◆ What needs to be done ◆
Copy every line below where the string "下高井戸道" is found.

◆ Available data ◆
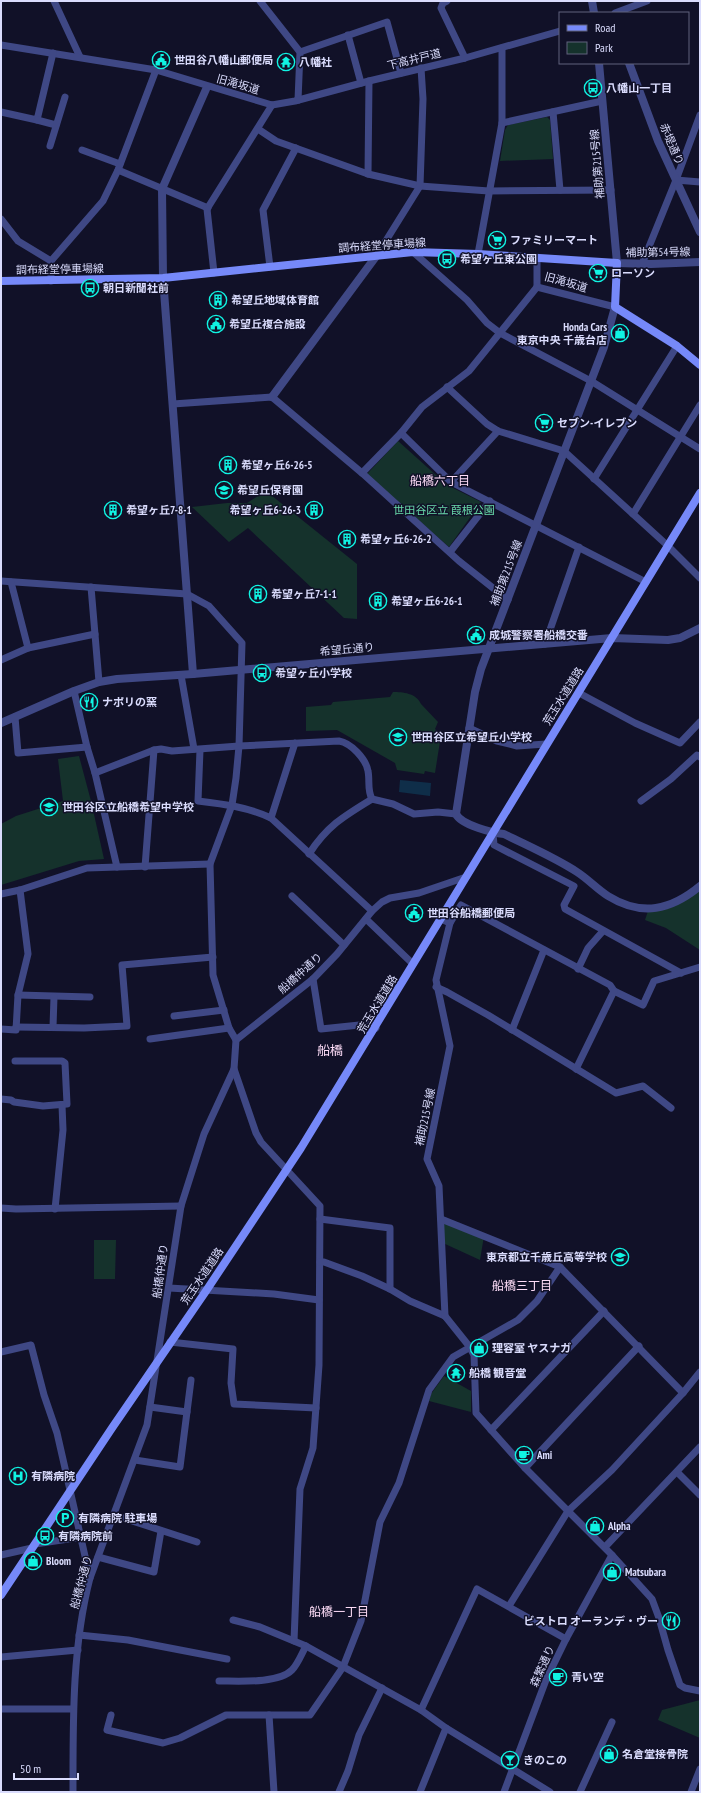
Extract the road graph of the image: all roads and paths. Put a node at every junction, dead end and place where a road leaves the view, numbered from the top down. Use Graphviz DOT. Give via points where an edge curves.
graph roads {
  1 [pos="54,1"];
  2 [pos="260,1"];
  3 [pos="447,1"];
  4 [pos="592,1"];
  5 [pos="647,1"];
  6 [pos="594,12"];
  7 [pos="618,12"];
  8 [pos="559,31"];
  9 [pos="348,35"];
  10 [pos="1,45"];
  11 [pos="502,48"];
  12 [pos="53,52"];
  13 [pos="300,52"];
  14 [pos="80,57"];
  15 [pos="465,58"];
  16 [pos="599,64"];
  17 [pos="629,64"];
  18 [pos="421,68"];
  19 [pos="156,70"];
  20 [pos="401,73"];
  21 [pos="369,81"];
  22 [pos="361,83"];
  23 [pos="207,87"];
  24 [pos="65,97"];
  25 [pos="298,100"];
  26 [pos="602,101"];
  27 [pos="272,105"];
  28 [pos="1,112"];
  29 [pos="553,112"];
  30 [pos="700,115"];
  31 [pos="37,120"];
  32 [pos="502,123"];
  33 [pos="56,125"];
  34 [pos="258,129"];
  35 [pos="50,146"];
  36 [pos="296,148"];
  37 [pos="82,150"];
  38 [pos="119,167"];
  39 [pos="368,174"];
  40 [pos="676,180"];
  41 [pos="700,182"];
  42 [pos="420,186"];
  43 [pos="162,189"];
  44 [pos="560,190"];
  45 [pos="611,190"];
  46 [pos="489,191"];
  47 [pos="208,208"];
  48 [pos="1,219"];
  49 [pos="700,232"];
  50 [pos="413,252"];
  51 [pos="478,254"];
  52 [pos="377,255"];
  53 [pos="537,258"];
  54 [pos="51,261"];
  55 [pos="700,262"];
  56 [pos="617,263"];
  57 [pos="642,264"];
  58 [pos="270,267"];
  59 [pos="214,273"];
  60 [pos="163,278"];
  61 [pos="1,281"];
  62 [pos="51,281"];
  63 [pos="537,287"];
  64 [pos="615,307"];
  65 [pos="500,333"];
  66 [pos="677,346"];
  67 [pos="700,366"];
  68 [pos="591,381"];
  69 [pos="447,387"];
  70 [pos="272,397"];
  71 [pos="173,404"];
  72 [pos="700,405"];
  73 [pos="637,409"];
  74 [pos="498,431"];
  75 [pos="401,433"];
  76 [pos="680,436"];
  77 [pos="700,449"];
  78 [pos="564,451"];
  79 [pos="362,472"];
  80 [pos="594,479"];
  81 [pos="451,482"];
  82 [pos="700,492"];
  83 [pos="490,501"];
  84 [pos="632,514"];
  85 [pos="536,525"];
  86 [pos="668,546"];
  87 [pos="579,547"];
  88 [pos="450,552"];
  89 [pos="700,578"];
  90 [pos="1,581"];
  91 [pos="11,582"];
  92 [pos="646,582"];
  93 [pos="91,587"];
  94 [pos="186,594"];
  95 [pos="508,600"];
  96 [pos="700,628"];
  97 [pos="95,634"];
  98 [pos="612,638"];
  99 [pos="545,644"];
  100 [pos="28,648"];
  101 [pos="488,649"];
  102 [pos="1,660"];
  103 [pos="243,669"];
  104 [pos="193,674"];
  105 [pos="182,675"];
  106 [pos="99,682"];
  107 [pos="74,691"];
  108 [pos="579,693"];
  109 [pos="15,717"];
  110 [pos="700,722"];
  111 [pos="1,723"];
  112 [pos="469,728"];
  113 [pos="295,744"];
  114 [pos="546,744"];
  115 [pos="239,746"];
  116 [pos="87,747"];
  117 [pos="197,749"];
  118 [pos="154,750"];
  119 [pos="700,757"];
  120 [pos="95,773"];
  121 [pos="372,799"];
  122 [pos="641,801"];
  123 [pos="232,805"];
  124 [pos="456,814"];
  125 [pos="271,818"];
  126 [pos="493,833"];
  127 [pos="309,854"];
  128 [pos="210,864"];
  129 [pos="117,866"];
  130 [pos="146,867"];
  131 [pos="466,877"];
  132 [pos="700,886"];
  133 [pos="20,890"];
  134 [pos="1,894"];
  135 [pos="292,896"];
  136 [pos="452,900"];
  137 [pos="461,905"];
  138 [pos="372,911"];
  139 [pos="366,919"];
  140 [pos="441,919"];
  141 [pos="450,924"];
  142 [pos="603,930"];
  143 [pos="344,945"];
  144 [pos="544,950"];
  145 [pos="213,957"];
  146 [pos="413,964"];
  147 [pos="700,967"];
  148 [pos="578,969"];
  149 [pos="681,973"];
  150 [pos="313,979"];
  151 [pos="436,987"];
  152 [pos="614,991"];
  153 [pos="18,994"];
  154 [pos="54,997"];
  155 [pos="90,997"];
  156 [pos="224,1010"];
  157 [pos="174,1016"];
  158 [pos="16,1027"];
  159 [pos="53,1028"];
  160 [pos="229,1028"];
  161 [pos="376,1028"];
  162 [pos="1,1030"];
  163 [pos="512,1030"];
  164 [pos="150,1040"];
  165 [pos="236,1040"];
  166 [pos="15,1062"];
  167 [pos="234,1069"];
  168 [pos="576,1069"];
  169 [pos="1,1099"];
  170 [pos="62,1105"];
  171 [pos="671,1108"];
  172 [pos="286,1170"];
  173 [pos="181,1206"];
  174 [pos="1,1208"];
  175 [pos="55,1209"];
  176 [pos="320,1219"];
  177 [pos="440,1219"];
  178 [pos="320,1262"];
  179 [pos="560,1267"];
  180 [pos="169,1288"];
  181 [pos="390,1289"];
  182 [pos="206,1291"];
  183 [pos="319,1300"];
  184 [pos="604,1311"];
  185 [pos="445,1316"];
  186 [pos="170,1342"];
  187 [pos="469,1346"];
  188 [pos="639,1346"];
  189 [pos="1,1352"];
  190 [pos="156,1363"];
  191 [pos="700,1372"];
  192 [pos="192,1380"];
  193 [pos="683,1393"];
  194 [pos="150,1407"];
  195 [pos="316,1408"];
  196 [pos="187,1412"];
  197 [pos="491,1430"];
  198 [pos="700,1448"];
  199 [pos="135,1460"];
  200 [pos="525,1468"];
  201 [pos="677,1472"];
  202 [pos="71,1489"];
  203 [pos="700,1495"];
  204 [pos="568,1511"];
  205 [pos="114,1516"];
  206 [pos="161,1531"];
  207 [pos="82,1537"];
  208 [pos="197,1542"];
  209 [pos="33,1546"];
  210 [pos="605,1547"];
  211 [pos="1,1555"];
  212 [pos="612,1555"];
  213 [pos="98,1557"];
  214 [pos="90,1578"];
  215 [pos="1,1595"];
  216 [pos="509,1606"];
  217 [pos="233,1620"];
  218 [pos="79,1635"];
  219 [pos="566,1639"];
  220 [pos="294,1641"];
  221 [pos="306,1646"];
  222 [pos="78,1650"];
  223 [pos="1,1657"];
  224 [pos="227,1659"];
  225 [pos="343,1667"];
  226 [pos="219,1681"];
  227 [pos="382,1688"];
  228 [pos="700,1691"];
  229 [pos="1,1709"];
  230 [pos="73,1709"];
  231 [pos="421,1710"];
  232 [pos="111,1715"];
  233 [pos="269,1715"];
  234 [pos="612,1722"];
  235 [pos="446,1728"];
  236 [pos="513,1768"];
  237 [pos="700,1769"];
  238 [pos="73,1792"];
  239 [pos="274,1792"];
  240 [pos="338,1792"];
  241 [pos="420,1792"];
  242 [pos="504,1792"];
  243 [pos="550,1792"];
  244 [pos="580,1792"];
  245 [pos="691,1792"];
  1 -- 14 [label="street"];
  2 -- 13 [label="street"];
  3 -- 15 [label="street" via="441,8"];
  4 -- 6 [label="street"];
  5 -- 7 [label="street"];
  8 -- 11 [label="street, 下高井戸道"];
  9 -- 13 [label="street"];
  9 -- 20 [label="street" via="387,22"];
  9 -- 22 [label="street"];
  10 -- 12 [label="street, 旧滝坂道"];
  11 -- 15 [label="street, 下高井戸道"];
  11 -- 32 [label="street"];
  12 -- 14 [label="street, 旧滝坂道"];
  12 -- 31 [label="street"];
  13 -- 25 [label="street"];
  14 -- 19 [label="street, 旧滝坂道"];
  15 -- 18 [label="street, 下高井戸道"];
  16 -- 26 [label="street, 補助第215号線"];
  17 -- 40 [label="street, 赤堤通り" via="658,141"];
  18 -- 20 [label="street, 下高井戸道"];
  18 -- 42 [label="street" via="423,99"];
  19 -- 23 [label="street, 旧滝坂道"];
  19 -- 38 [label="street"];
  20 -- 21 [label="street, 下高井戸道"];
  21 -- 22 [label="street, 下高井戸道"];
  21 -- 39 [label="street"];
  22 -- 25 [label="street, 下高井戸道"];
  23 -- 27 [label="street, 旧滝坂道" via="240,94"];
  23 -- 43 [label="street"];
  24 -- 33 [label="street"];
  25 -- 27 [label="street, 下高井戸道"];
  26 -- 29 [label="street"];
  26 -- 45 [label="street, 補助第215号線"];
  27 -- 34 [label="street"];
  28 -- 31 [label="street"];
  29 -- 32 [label="street"];
  29 -- 44 [label="street"];
  30 -- 40 [label="street"];
  31 -- 33 [label="street"];
  32 -- 46 [label="street"];
  33 -- 35 [label="street"];
  34 -- 36 [label="street" via="276,141"];
  34 -- 47 [label="street"];
  36 -- 39 [label="street"];
  36 -- 58 [label="street" via="264,210"];
  37 -- 38 [label="street"];
  38 -- 43 [label="street"];
  38 -- 54 [label="street" via="103,201"];
  39 -- 42 [label="street"];
  40 -- 41 [label="street"];
  40 -- 49 [label="street, 赤堤通り"];
  40 -- 57 [label="street"];
  42 -- 46 [label="street"];
  42 -- 52 [label="street"];
  43 -- 47 [label="street"];
  43 -- 60 [label="street"];
  44 -- 45 [label="street"];
  44 -- 46 [label="street"];
  45 -- 56 [label="street, 補助第215号線"];
  46 -- 51 [label="street"];
  47 -- 59 [label="street"];
  48 -- 54 [label="street" via="18,241"];
  50 -- 51 [label="main road, 調布経堂停車場線"];
  50 -- 52 [label="main road, 調布経堂停車場線"];
  50 -- 65 [label="street"];
  51 -- 53 [label="main road, 調布経堂停車場線"];
  52 -- 58 [label="main road, 調布経堂停車場線"];
  52 -- 70 [label="street"];
  53 -- 56 [label="main road, 調布経堂停車場線"];
  53 -- 63 [label="street, 旧滝坂道"];
  54 -- 62 [label="street"];
  55 -- 57 [label="street, 補助第54号線"];
  56 -- 57 [label="street, 補助第54号線"];
  56 -- 64 [label="main road"];
  58 -- 59 [label="main road, 調布経堂停車場線"];
  59 -- 60 [label="main road, 調布経堂停車場線"];
  60 -- 62 [label="main road, 調布経堂停車場線"];
  60 -- 71 [label="street"];
  61 -- 62 [label="main road, 調布経堂停車場線"];
  63 -- 64 [label="street, 旧滝坂道"];
  63 -- 65 [label="street"];
  64 -- 66 [label="main road"];
  64 -- 68 [label="street, 補助第215号線"];
  65 -- 68 [label="street"];
  65 -- 69 [label="street" via="469,371"];
  66 -- 67 [label="main road"];
  66 -- 73 [label="street"];
  68 -- 73 [label="street"];
  68 -- 78 [label="street, 補助第215号線"];
  69 -- 74 [label="street"];
  69 -- 75 [label="street" via="422,407"];
  70 -- 71 [label="street"];
  70 -- 79 [label="street"];
  71 -- 94 [label="street"];
  72 -- 76 [label="street"];
  73 -- 76 [label="street"];
  73 -- 80 [label="street"];
  74 -- 78 [label="street"];
  74 -- 81 [label="street"];
  75 -- 79 [label="street"];
  75 -- 81 [label="street"];
  76 -- 77 [label="street"];
  76 -- 84 [label="street"];
  78 -- 80 [label="street"];
  78 -- 85 [label="street, 補助第215号線"];
  79 -- 88 [label="street"];
  80 -- 84 [label="street"];
  81 -- 83 [label="street"];
  82 -- 86 [label="main road, 荒玉水道道路"];
  83 -- 85 [label="street"];
  83 -- 88 [label="street"];
  84 -- 86 [label="street"];
  85 -- 87 [label="street"];
  85 -- 95 [label="street, 補助第215号線"];
  86 -- 89 [label="street"];
  86 -- 92 [label="main road, 荒玉水道道路"];
  87 -- 92 [label="street"];
  87 -- 99 [label="street"];
  88 -- 95 [label="street"];
  90 -- 91 [label="street"];
  91 -- 93 [label="street"];
  91 -- 100 [label="street"];
  92 -- 98 [label="main road, 荒玉水道道路"];
  93 -- 94 [label="street"];
  93 -- 97 [label="street"];
  94 -- 103 [label="street" via="209,606 242,642"];
  94 -- 104 [label="street"];
  95 -- 101 [label="street, 補助第215号線"];
  96 -- 98 [label="street, 希望丘通り" via="680,638 668,640"];
  97 -- 100 [label="street"];
  97 -- 106 [label="street"];
  98 -- 99 [label="street, 希望丘通り"];
  98 -- 108 [label="main road, 荒玉水道道路"];
  99 -- 101 [label="street, 希望丘通り"];
  100 -- 102 [label="street"];
  101 -- 103 [label="street, 希望丘通り"];
  101 -- 112 [label="street, 補助第215号線" via="475,692"];
  103 -- 104 [label="street, 希望丘通り"];
  103 -- 115 [label="street"];
  104 -- 105 [label="street, 希望丘通り"];
  105 -- 106 [label="street, 希望丘通り"];
  105 -- 117 [label="street"];
  106 -- 107 [label="street, 希望丘通り"];
  107 -- 109 [label="street, 希望丘通り"];
  107 -- 116 [label="street"];
  108 -- 110 [label="street" via="635,723 680,743"];
  108 -- 114 [label="main road, 荒玉水道道路"];
  109 -- 111 [label="street, 希望丘通り"];
  109 -- 116 [label="street" via="18,753"];
  112 -- 114 [label="street" via="497,741 517,746"];
  112 -- 124 [label="street, 補助第215号線"];
  113 -- 115 [label="street"];
  113 -- 121 [label="street" via="339,741 349,745 362,758 368,770"];
  113 -- 125 [label="street"];
  114 -- 126 [label="main road, 荒玉水道道路"];
  115 -- 117 [label="street"];
  115 -- 123 [label="street"];
  116 -- 120 [label="street"];
  117 -- 118 [label="street"];
  117 -- 123 [label="street" via="198,801"];
  118 -- 120 [label="street"];
  118 -- 130 [label="street"];
  119 -- 122 [label="street" via="697,755 671,779"];
  120 -- 129 [label="street"];
  121 -- 124 [label="street" via="393,804 414,814"];
  121 -- 127 [label="street" via="341,818 317,841"];
  123 -- 125 [label="street"];
  123 -- 128 [label="street"];
  124 -- 126 [label="street" via="459,819"];
  125 -- 127 [label="street"];
  126 -- 131 [label="main road, 荒玉水道道路"];
  126 -- 132 [label="street" via="504,834 564,864 608,896 628,906 649,909 666,907 686,898"];
  126 -- 142 [label="street" via="494,844 574,886 564,905 565,909"];
  127 -- 138 [label="street"];
  128 -- 130 [label="street"];
  128 -- 145 [label="street"];
  129 -- 130 [label="street"];
  129 -- 133 [label="street" via="87,868"];
  131 -- 136 [label="main road, 荒玉水道道路"];
  131 -- 138 [label="street, 船橋仲通り" via="419,893 390,898"];
  133 -- 134 [label="street"];
  133 -- 153 [label="street" via="28,954"];
  135 -- 143 [label="street"];
  136 -- 137 [label="street"];
  136 -- 140 [label="main road, 荒玉水道道路"];
  137 -- 141 [label="street, 補助215号線"];
  137 -- 144 [label="street"];
  138 -- 139 [label="street, 船橋仲通り"];
  139 -- 143 [label="street, 船橋仲通り"];
  139 -- 146 [label="street"];
  140 -- 141 [label="street"];
  140 -- 146 [label="main road, 荒玉水道道路"];
  141 -- 151 [label="street, 補助215号線" via="436,975"];
  142 -- 148 [label="street" via="588,948"];
  142 -- 149 [label="street"];
  143 -- 150 [label="street, 船橋仲通り"];
  144 -- 148 [label="street"];
  144 -- 163 [label="street"];
  145 -- 156 [label="street" via="213,976"];
  145 -- 159 [label="street" via="122,966 127,1026"];
  146 -- 161 [label="main road, 荒玉水道道路"];
  147 -- 149 [label="street"];
  148 -- 152 [label="street" via="610,985"];
  149 -- 152 [label="street" via="654,980 643,1006"];
  150 -- 161 [label="street" via="321,1029 369,1024"];
  150 -- 165 [label="street, 船橋仲通り"];
  151 -- 163 [label="street"];
  151 -- 177 [label="street, 補助215号線" via="450,1046 427,1159 439,1186"];
  152 -- 168 [label="street"];
  153 -- 154 [label="street"];
  153 -- 158 [label="street"];
  154 -- 155 [label="street"];
  154 -- 159 [label="street"];
  156 -- 157 [label="street"];
  156 -- 160 [label="street"];
  158 -- 159 [label="street"];
  158 -- 162 [label="street" via="16,1030"];
  160 -- 164 [label="street"];
  160 -- 165 [label="street"];
  161 -- 172 [label="main road, 荒玉水道道路"];
  163 -- 168 [label="street"];
  165 -- 167 [label="street, 船橋仲通り"];
  166 -- 170 [label="street" via="65,1063 66,1104"];
  167 -- 172 [label="street" via="256,1133"];
  167 -- 173 [label="street, 船橋仲通り" via="199,1147"];
  168 -- 171 [label="street" via="616,1093 643,1086"];
  169 -- 170 [label="street" via="43,1106"];
  170 -- 175 [label="street" via="63,1130"];
  172 -- 176 [label="street" via="320,1206"];
  172 -- 182 [label="main road, 荒玉水道道路"];
  173 -- 175 [label="street"];
  173 -- 180 [label="street, 船橋仲通り"];
  174 -- 175 [label="street"];
  176 -- 178 [label="street"];
  176 -- 181 [label="street" via="390,1228"];
  177 -- 179 [label="street"];
  177 -- 185 [label="street, 補助215号線"];
  178 -- 181 [label="street" via="362,1276"];
  178 -- 183 [label="street"];
  179 -- 184 [label="street"];
  179 -- 187 [label="street" via="537,1301 518,1320"];
  180 -- 182 [label="street"];
  180 -- 190 [label="street, 船橋仲通り"];
  181 -- 185 [label="street"];
  182 -- 183 [label="street" via="274,1294"];
  182 -- 186 [label="main road, 荒玉水道道路"];
  183 -- 195 [label="street"];
  184 -- 188 [label="street"];
  184 -- 197 [label="street"];
  185 -- 187 [label="street"];
  186 -- 190 [label="main road, 荒玉水道道路"];
  186 -- 195 [label="street" via="233,1349 231,1383 234,1404"];
  187 -- 197 [label="street" via="474,1355 476,1413"];
  187 -- 225 [label="street" via="453,1357 429,1390 399,1483 380,1522 361,1621"];
  188 -- 193 [label="street"];
  188 -- 200 [label="street"];
  189 -- 202 [label="street" via="31,1345"];
  190 -- 194 [label="street, 船橋仲通り"];
  190 -- 202 [label="main road, 荒玉水道道路"];
  191 -- 193 [label="street"];
  192 -- 196 [label="street"];
  193 -- 204 [label="street" via="612,1470"];
  194 -- 196 [label="street"];
  194 -- 199 [label="street, 船橋仲通り" via="147,1425"];
  195 -- 220 [label="street" via="313,1448 300,1489"];
  196 -- 199 [label="street" via="180,1467"];
  197 -- 200 [label="street"];
  198 -- 201 [label="street"];
  199 -- 205 [label="street, 船橋仲通り"];
  200 -- 204 [label="street"];
  201 -- 203 [label="street"];
  201 -- 210 [label="street"];
  202 -- 207 [label="street"];
  202 -- 209 [label="main road, 荒玉水道道路"];
  204 -- 210 [label="street"];
  204 -- 216 [label="street"];
  205 -- 206 [label="street"];
  205 -- 213 [label="street, 船橋仲通り"];
  206 -- 208 [label="street"];
  206 -- 213 [label="street" via="154,1572"];
  207 -- 209 [label="street"];
  207 -- 214 [label="street"];
  209 -- 211 [label="street"];
  209 -- 215 [label="main road, 荒玉水道道路"];
  210 -- 212 [label="street"];
  212 -- 219 [label="street, 森繁通り"];
  212 -- 228 [label="street" via="652,1600 680,1685"];
  213 -- 214 [label="street, 船橋仲通り"];
  214 -- 218 [label="street, 船橋仲通り"];
  216 -- 219 [label="street"];
  216 -- 231 [label="street" via="478,1589"];
  217 -- 220 [label="street" via="260,1627"];
  218 -- 222 [label="street, 船橋仲通り"];
  218 -- 224 [label="street" via="128,1640"];
  219 -- 236 [label="street, 森繁通り" via="546,1680"];
  220 -- 221 [label="street"];
  221 -- 225 [label="street"];
  221 -- 226 [label="street" via="293,1670 283,1677 247,1682"];
  222 -- 223 [label="street"];
  222 -- 230 [label="street, 船橋仲通り"];
  225 -- 227 [label="street"];
  225 -- 233 [label="street" via="310,1715"];
  227 -- 231 [label="street"];
  227 -- 240 [label="street" via="359,1735 348,1771"];
  229 -- 230 [label="street"];
  230 -- 238 [label="street, 船橋仲通り"];
  231 -- 235 [label="street"];
  232 -- 233 [label="street" via="107,1730 163,1743 180,1738 226,1715"];
  233 -- 239 [label="street"];
  234 -- 244 [label="street"];
  235 -- 236 [label="street"];
  235 -- 241 [label="street"];
  236 -- 242 [label="street, 森繁通り"];
  236 -- 243 [label="street"];
  237 -- 245 [label="street"];
}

◆ Final answer ◆
  8 -- 11 [label="street, 下高井戸道"];
  11 -- 15 [label="street, 下高井戸道"];
  15 -- 18 [label="street, 下高井戸道"];
  18 -- 20 [label="street, 下高井戸道"];
  20 -- 21 [label="street, 下高井戸道"];
  21 -- 22 [label="street, 下高井戸道"];
  22 -- 25 [label="street, 下高井戸道"];
  25 -- 27 [label="street, 下高井戸道"];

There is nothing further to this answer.